**What needs to be done**. Give back a single figure: the number of lines in the entries below that contain "ImageSurface".
Provided material below:
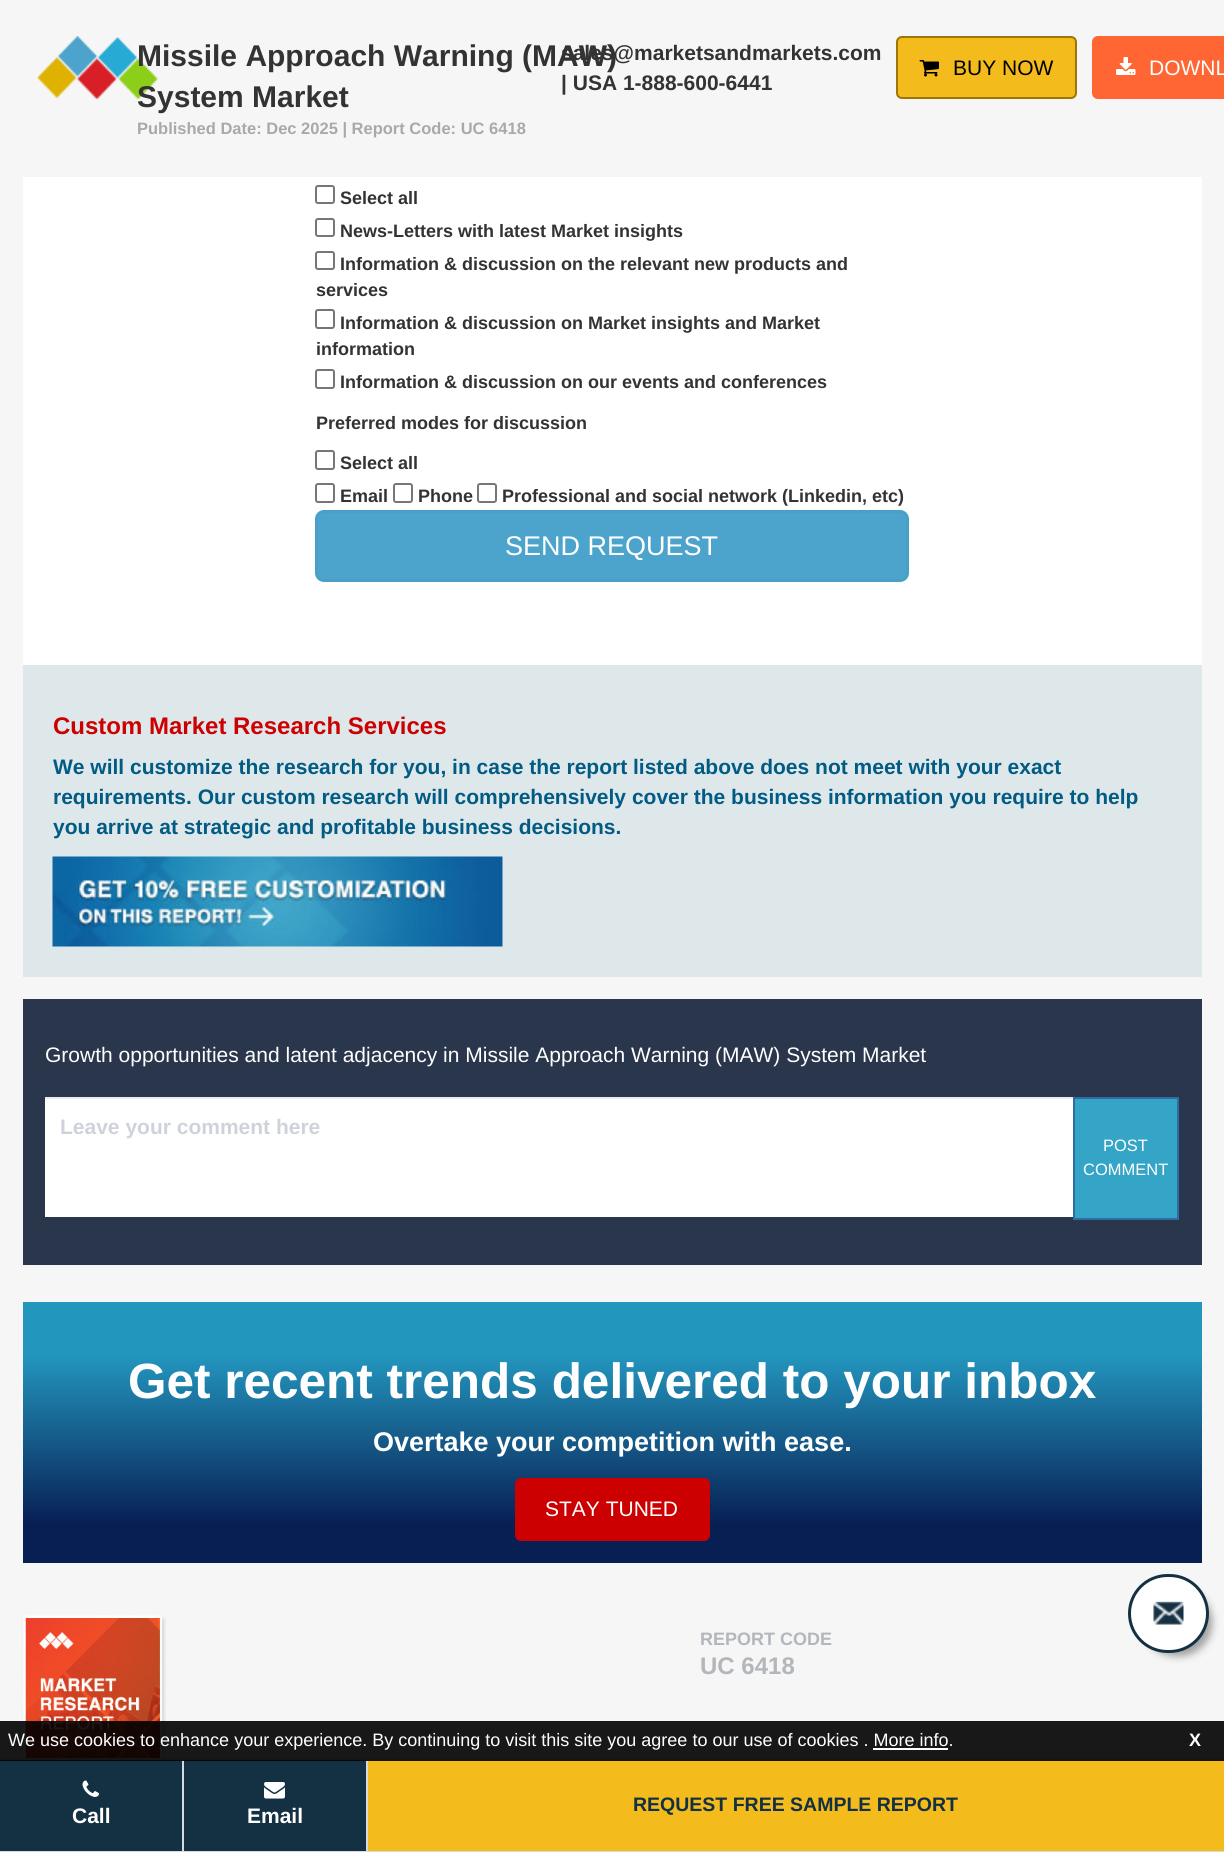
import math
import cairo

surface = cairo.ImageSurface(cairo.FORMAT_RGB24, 1224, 1852)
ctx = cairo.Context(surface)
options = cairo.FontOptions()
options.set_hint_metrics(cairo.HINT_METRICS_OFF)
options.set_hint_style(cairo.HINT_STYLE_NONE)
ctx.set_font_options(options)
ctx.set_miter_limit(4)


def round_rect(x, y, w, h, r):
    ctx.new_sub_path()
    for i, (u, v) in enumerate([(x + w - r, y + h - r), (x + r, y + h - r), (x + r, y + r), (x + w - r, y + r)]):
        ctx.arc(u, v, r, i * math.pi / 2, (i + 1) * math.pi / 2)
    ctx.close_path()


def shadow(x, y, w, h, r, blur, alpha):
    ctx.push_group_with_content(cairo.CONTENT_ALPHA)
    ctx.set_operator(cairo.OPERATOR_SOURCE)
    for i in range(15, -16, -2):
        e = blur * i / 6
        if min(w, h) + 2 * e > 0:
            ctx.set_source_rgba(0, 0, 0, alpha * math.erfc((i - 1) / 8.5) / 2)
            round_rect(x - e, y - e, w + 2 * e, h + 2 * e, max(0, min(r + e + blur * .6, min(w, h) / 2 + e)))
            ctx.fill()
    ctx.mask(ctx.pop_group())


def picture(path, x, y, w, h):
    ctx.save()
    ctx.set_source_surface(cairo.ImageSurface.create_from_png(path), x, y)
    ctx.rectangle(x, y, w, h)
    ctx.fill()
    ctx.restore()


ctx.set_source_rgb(0.961, 0.961, 0.961)
ctx.paint()
picture("img1.png", 37, 36, 121, 63)
ctx.select_font_face("Liberation Sans", cairo.FONT_SLANT_NORMAL, cairo.FONT_WEIGHT_BOLD)
ctx.set_font_size(30)
ctx.set_source_rgb(0.2, 0.2, 0.2)
ctx.move_to(137, 66)
ctx.show_text("Missile Approach Warning (MAW)")
ctx.move_to(137, 107)
ctx.show_text("System Market")
ctx.set_font_size(16.5)
ctx.set_source_rgb(0.663, 0.663, 0.663)
ctx.move_to(137, 134)
ctx.show_text("Published Date: Dec 2025 | Report Code: UC 6418")
ctx.set_font_size(21)
ctx.set_source_rgb(0.2, 0.2, 0.2)
ctx.move_to(561, 60)
ctx.show_text("sales@marketsandmarkets.com")
ctx.move_to(561, 90)
ctx.show_text("| USA 1-888-600-6441")
ctx.set_source_rgb(0.953, 0.733, 0.11)
round_rect(897, 37, 179, 61, 5)
ctx.fill_preserve()
ctx.set_source_rgb(0.62, 0.463, 0.024)
ctx.stroke()
picture("img2.png", 919, 60, 20, 17)
ctx.select_font_face("Liberation Sans")
ctx.set_source_rgb(0, 0, 0)
ctx.move_to(953, 75)
ctx.show_text("BUY NOW")
ctx.set_source_rgb(1, 0.4, 0.2)
round_rect(1093, 37, 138, 61, 5)
ctx.fill_preserve()
ctx.stroke()
picture("img3.png", 1116, 57, 20, 18)
ctx.set_source_rgb(1, 1, 1)
ctx.move_to(1149, 75)
ctx.show_text("DOWNL")
ctx.set_source_rgb(0, 0, 0)
shadow(1143, 1589, 69, 67, 33.5, 4, 0.36)
ctx.set_source_rgb(1, 1, 1)
round_rect(1129.5, 1575.5, 78, 76, 38)
ctx.fill_preserve()
ctx.set_source_rgb(0.082, 0.188, 0.263)
ctx.set_line_width(3)
ctx.stroke()
picture("img4.png", 1153, 1601, 31, 24)
ctx.rectangle(0, 1760, 366, 91)
ctx.fill()
ctx.set_source_rgb(0.839, 0.851, 0.867)
ctx.rectangle(0, 1758, 1224, 2)
ctx.fill()
ctx.rectangle(0, 1851, 1224, 1)
ctx.fill()
ctx.rectangle(182, 1760, 2, 91)
ctx.fill()
picture("img5.png", 82, 1780, 17, 17)
ctx.select_font_face("Liberation Sans", cairo.FONT_SLANT_NORMAL, cairo.FONT_WEIGHT_BOLD)
ctx.set_source_rgb(1, 1, 1)
ctx.move_to(72, 1823)
ctx.show_text("Call")
ctx.set_source_rgb(0.839, 0.851, 0.867)
ctx.rectangle(366, 1760, 2, 91)
ctx.fill()
picture("img6.png", 264, 1782, 21, 17)
ctx.set_source_rgb(1, 1, 1)
ctx.move_to(247, 1823)
ctx.show_text("Email")
ctx.set_source_rgb(0.953, 0.733, 0.11)
ctx.rectangle(368, 1760, 856, 91)
ctx.fill()
ctx.set_font_size(19.5)
ctx.set_source_rgb(0.082, 0.188, 0.263)
ctx.move_to(633, 1811)
ctx.show_text("REQUEST FREE SAMPLE REPORT")
ctx.set_source_rgb(1, 1, 1)
ctx.rectangle(23, 177, 1179, 488)
ctx.fill()
round_rect(316, 186, 18, 17, 2)
ctx.set_source_rgb(0.463, 0.463, 0.463)
ctx.set_line_width(2)
ctx.stroke()
ctx.set_font_size(18)
ctx.set_source_rgb(0.2, 0.2, 0.2)
ctx.move_to(340, 204)
ctx.show_text("Select all")
round_rect(316, 219, 18, 17, 2)
ctx.set_source_rgb(0.463, 0.463, 0.463)
ctx.stroke()
ctx.set_source_rgb(0.2, 0.2, 0.2)
ctx.move_to(340, 237)
ctx.show_text("News-Letters with latest Market insights")
round_rect(316, 252, 18, 17, 2)
ctx.set_source_rgb(0.463, 0.463, 0.463)
ctx.stroke()
ctx.set_source_rgb(0.2, 0.2, 0.2)
ctx.move_to(340, 270)
ctx.show_text("Information & discussion on the relevant new products and")
ctx.move_to(316, 296)
ctx.show_text("services")
round_rect(316, 310, 18, 18, 2)
ctx.set_source_rgb(0.463, 0.463, 0.463)
ctx.stroke()
ctx.set_source_rgb(0.2, 0.2, 0.2)
ctx.move_to(340, 329)
ctx.show_text("Information & discussion on Market insights and Market")
ctx.move_to(316, 355)
ctx.show_text("information")
round_rect(316, 370, 18, 18, 2)
ctx.set_source_rgb(0.463, 0.463, 0.463)
ctx.stroke()
ctx.set_source_rgb(0.2, 0.2, 0.2)
ctx.move_to(340, 388)
ctx.show_text("Information & discussion on our events and conferences")
ctx.move_to(316, 429)
ctx.show_text("Preferred modes for discussion")
round_rect(316, 451, 18, 18, 2)
ctx.set_source_rgb(0.463, 0.463, 0.463)
ctx.stroke()
ctx.set_source_rgb(0.2, 0.2, 0.2)
ctx.move_to(340, 469)
ctx.show_text("Select all")
round_rect(316, 484, 18, 18, 2)
ctx.set_source_rgb(0.463, 0.463, 0.463)
ctx.stroke()
ctx.set_source_rgb(0.2, 0.2, 0.2)
ctx.move_to(340, 502)
ctx.show_text("Email")
round_rect(394, 484, 18, 18, 2)
ctx.set_source_rgb(0.463, 0.463, 0.463)
ctx.stroke()
ctx.set_source_rgb(0.2, 0.2, 0.2)
ctx.move_to(418, 502)
ctx.show_text("Phone")
round_rect(478, 484, 18, 18, 2)
ctx.set_source_rgb(0.463, 0.463, 0.463)
ctx.stroke()
ctx.set_source_rgb(0.2, 0.2, 0.2)
ctx.move_to(502, 502)
ctx.show_text("Professional and social network (Linkedin, etc)")
ctx.set_source_rgb(0.298, 0.643, 0.8)
round_rect(316.5, 511.5, 591, 69, 7.5)
ctx.fill_preserve()
ctx.set_source_rgb(0.282, 0.627, 0.78)
ctx.set_line_width(3)
ctx.stroke()
ctx.select_font_face("Liberation Sans")
ctx.set_font_size(27)
ctx.set_source_rgb(1, 1, 1)
ctx.move_to(505, 555)
ctx.show_text("SEND REQUEST")
ctx.set_source_rgb(0.871, 0.91, 0.918)
ctx.rectangle(23, 665, 1179, 312)
ctx.fill()
ctx.select_font_face("Liberation Sans", cairo.FONT_SLANT_NORMAL, cairo.FONT_WEIGHT_BOLD)
ctx.set_font_size(24)
ctx.set_source_rgb(0.8, 0, 0)
ctx.move_to(53, 734)
ctx.show_text("Custom Market Research Services")
ctx.set_font_size(21)
ctx.set_source_rgb(0.008, 0.357, 0.514)
ctx.move_to(53, 774)
ctx.show_text("We will customize the research for you, in case the report listed above does not meet with your exact")
ctx.move_to(53, 804)
ctx.show_text("requirements. Our custom research will comprehensively cover the business information you require to help")
ctx.move_to(53, 834)
ctx.show_text("you arrive at strategic and profitable business decisions.")
picture("img7.png", 52, 856, 451, 91)
ctx.set_source_rgb(0.161, 0.212, 0.298)
ctx.rectangle(23, 999, 1179, 266)
ctx.fill()
ctx.select_font_face("Liberation Sans")
ctx.set_source_rgb(1, 1, 1)
ctx.move_to(45, 1062)
ctx.show_text("Growth opportunities and latent adjacency in Missile Approach Warning (MAW) System Market")
ctx.rectangle(45, 1099, 1028, 118)
ctx.fill()
ctx.set_source_rgb(0.925, 0.925, 0.925)
ctx.rectangle(45, 1097, 1028, 2)
ctx.fill()
ctx.select_font_face("Liberation Sans", cairo.FONT_SLANT_NORMAL, cairo.FONT_WEIGHT_BOLD)
ctx.set_source_rgb(0.808, 0.824, 0.859)
ctx.move_to(60, 1134)
ctx.show_text("Leave your comment here")
ctx.set_source_rgb(0.204, 0.647, 0.776)
ctx.rectangle(1074, 1098, 104, 121)
ctx.fill_preserve()
ctx.set_source_rgb(0.18, 0.427, 0.643)
ctx.set_line_width(2)
ctx.stroke()
ctx.select_font_face("Liberation Sans")
ctx.set_font_size(16.5)
ctx.set_source_rgb(1, 1, 1)
ctx.move_to(1103, 1151)
ctx.show_text("POST")
ctx.move_to(1083, 1175)
ctx.show_text("COMMENT")
gradient = cairo.LinearGradient(612, 1302, 612, 1563)
gradient.add_color_stop_rgba(0.2, 0.137, 0.588, 0.745, 1)
gradient.add_color_stop_rgba(0.85, 0.031, 0.122, 0.329, 1)
ctx.set_source(gradient)
ctx.rectangle(23, 1302, 1179, 261)
ctx.fill()
ctx.select_font_face("Liberation Sans", cairo.FONT_SLANT_NORMAL, cairo.FONT_WEIGHT_BOLD)
ctx.set_font_size(49.5)
ctx.set_source_rgb(1, 1, 1)
ctx.move_to(128, 1398)
ctx.show_text("Get recent trends delivered to your inbox")
ctx.set_font_size(27)
ctx.move_to(373, 1451)
ctx.show_text("Overtake your competition with ease.")
ctx.set_source_rgb(0.8, 0, 0)
round_rect(516, 1479, 193, 61, 5)
ctx.fill_preserve()
ctx.stroke()
ctx.select_font_face("Liberation Sans")
ctx.set_font_size(21)
ctx.set_source_rgb(1, 1, 1)
ctx.move_to(545, 1516)
ctx.show_text("STAY TUNED")
picture("img8.png", 22, 1615, 144, 143)
ctx.select_font_face("Liberation Sans", cairo.FONT_SLANT_NORMAL, cairo.FONT_WEIGHT_BOLD)
ctx.set_font_size(18)
ctx.set_source_rgb(0.702, 0.718, 0.733)
ctx.move_to(700, 1645)
ctx.show_text("REPORT CODE")
ctx.set_font_size(24)
ctx.move_to(700, 1674)
ctx.show_text("UC 6418")
ctx.set_source_rgba(0, 0, 0, 0.9)
ctx.rectangle(0, 1721, 1224, 40)
ctx.fill()
ctx.select_font_face("Liberation Sans")
ctx.set_font_size(18)
ctx.set_source_rgb(1, 1, 1)
ctx.move_to(8, 1746)
ctx.show_text("We use cookies to enhance your experience. By continuing to visit this site you agree to our use of cookies . More info.")
ctx.rectangle(873, 1748, 75, 2)
ctx.fill()
ctx.select_font_face("Liberation Sans", cairo.FONT_SLANT_NORMAL, cairo.FONT_WEIGHT_BOLD)
ctx.move_to(1189, 1746)
ctx.show_text("X")
surface.write_to_png("page.png")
End of Provided material.
**Written solution**. 2